[Dataset entries]
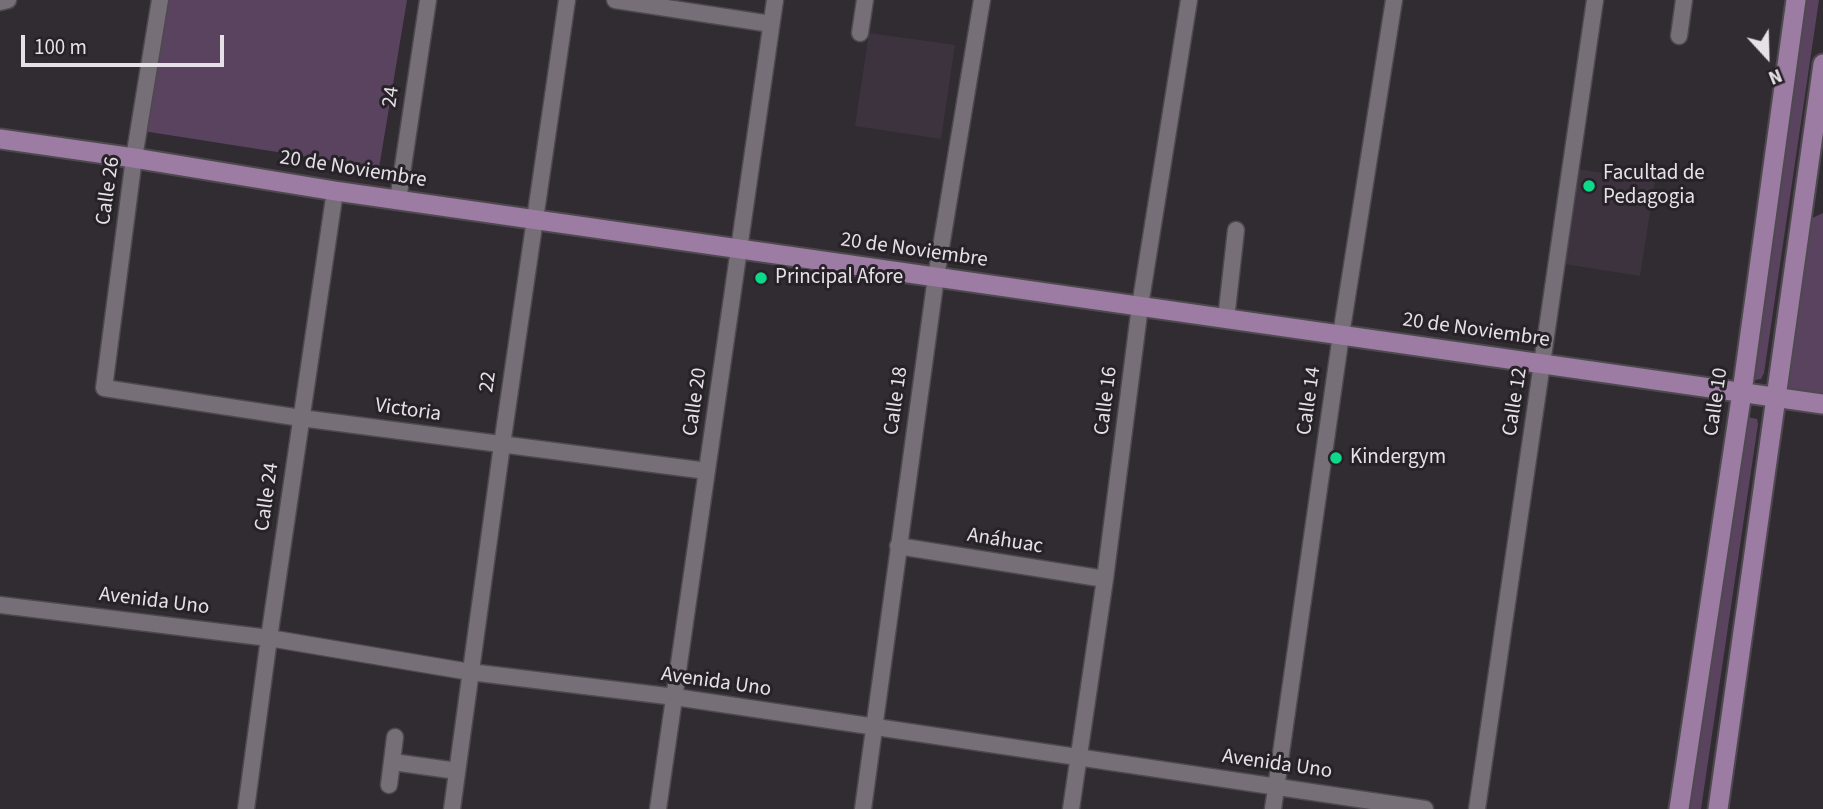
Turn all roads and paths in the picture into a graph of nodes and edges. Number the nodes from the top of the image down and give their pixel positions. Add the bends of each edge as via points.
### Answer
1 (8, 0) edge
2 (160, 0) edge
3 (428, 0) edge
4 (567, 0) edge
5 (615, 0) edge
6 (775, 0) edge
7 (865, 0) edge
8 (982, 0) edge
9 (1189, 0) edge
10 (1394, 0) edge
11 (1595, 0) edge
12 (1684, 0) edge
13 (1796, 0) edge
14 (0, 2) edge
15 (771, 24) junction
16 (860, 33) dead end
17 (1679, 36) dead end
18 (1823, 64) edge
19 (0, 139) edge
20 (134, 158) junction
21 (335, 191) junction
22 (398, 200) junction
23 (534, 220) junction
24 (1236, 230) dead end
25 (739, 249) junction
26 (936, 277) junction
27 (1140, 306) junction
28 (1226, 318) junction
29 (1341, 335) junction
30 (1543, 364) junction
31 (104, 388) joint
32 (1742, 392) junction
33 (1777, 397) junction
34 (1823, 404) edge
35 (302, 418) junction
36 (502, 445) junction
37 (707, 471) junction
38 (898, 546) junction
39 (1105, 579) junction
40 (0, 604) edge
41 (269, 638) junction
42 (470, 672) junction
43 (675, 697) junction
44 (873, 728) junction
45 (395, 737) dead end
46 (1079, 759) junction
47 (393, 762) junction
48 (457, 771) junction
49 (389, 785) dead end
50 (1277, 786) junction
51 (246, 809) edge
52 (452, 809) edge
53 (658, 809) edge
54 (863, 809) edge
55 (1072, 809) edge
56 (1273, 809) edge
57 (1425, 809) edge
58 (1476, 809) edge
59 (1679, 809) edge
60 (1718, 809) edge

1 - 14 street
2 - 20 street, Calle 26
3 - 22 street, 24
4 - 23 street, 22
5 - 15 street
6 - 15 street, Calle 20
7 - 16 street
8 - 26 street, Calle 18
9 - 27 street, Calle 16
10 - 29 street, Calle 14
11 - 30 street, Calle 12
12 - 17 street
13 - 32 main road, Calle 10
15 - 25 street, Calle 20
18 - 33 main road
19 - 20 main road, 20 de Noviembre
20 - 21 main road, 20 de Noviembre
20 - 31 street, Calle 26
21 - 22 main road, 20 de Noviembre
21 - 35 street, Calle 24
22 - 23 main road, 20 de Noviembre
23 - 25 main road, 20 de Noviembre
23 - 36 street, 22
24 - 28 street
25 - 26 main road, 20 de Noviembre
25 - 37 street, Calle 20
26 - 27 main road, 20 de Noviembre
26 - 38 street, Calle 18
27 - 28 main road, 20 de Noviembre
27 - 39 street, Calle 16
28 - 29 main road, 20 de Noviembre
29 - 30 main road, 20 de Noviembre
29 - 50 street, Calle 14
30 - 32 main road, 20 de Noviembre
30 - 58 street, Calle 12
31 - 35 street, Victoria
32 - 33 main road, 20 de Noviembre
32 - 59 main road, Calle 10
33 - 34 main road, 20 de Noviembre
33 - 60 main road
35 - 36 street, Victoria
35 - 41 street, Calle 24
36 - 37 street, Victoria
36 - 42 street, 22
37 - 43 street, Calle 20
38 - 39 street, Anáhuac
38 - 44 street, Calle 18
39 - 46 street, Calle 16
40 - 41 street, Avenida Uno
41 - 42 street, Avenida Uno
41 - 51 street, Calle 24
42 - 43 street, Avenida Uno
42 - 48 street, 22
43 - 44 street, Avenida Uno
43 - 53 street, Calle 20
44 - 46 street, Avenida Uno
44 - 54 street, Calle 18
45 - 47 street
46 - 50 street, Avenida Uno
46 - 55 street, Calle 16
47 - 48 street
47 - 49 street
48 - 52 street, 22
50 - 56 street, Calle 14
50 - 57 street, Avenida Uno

== Exercise aim ==
Whenever "Victoria" occurs in a line of the entries, copy that line.

== Worked solution ==
31 - 35 street, Victoria
35 - 36 street, Victoria
36 - 37 street, Victoria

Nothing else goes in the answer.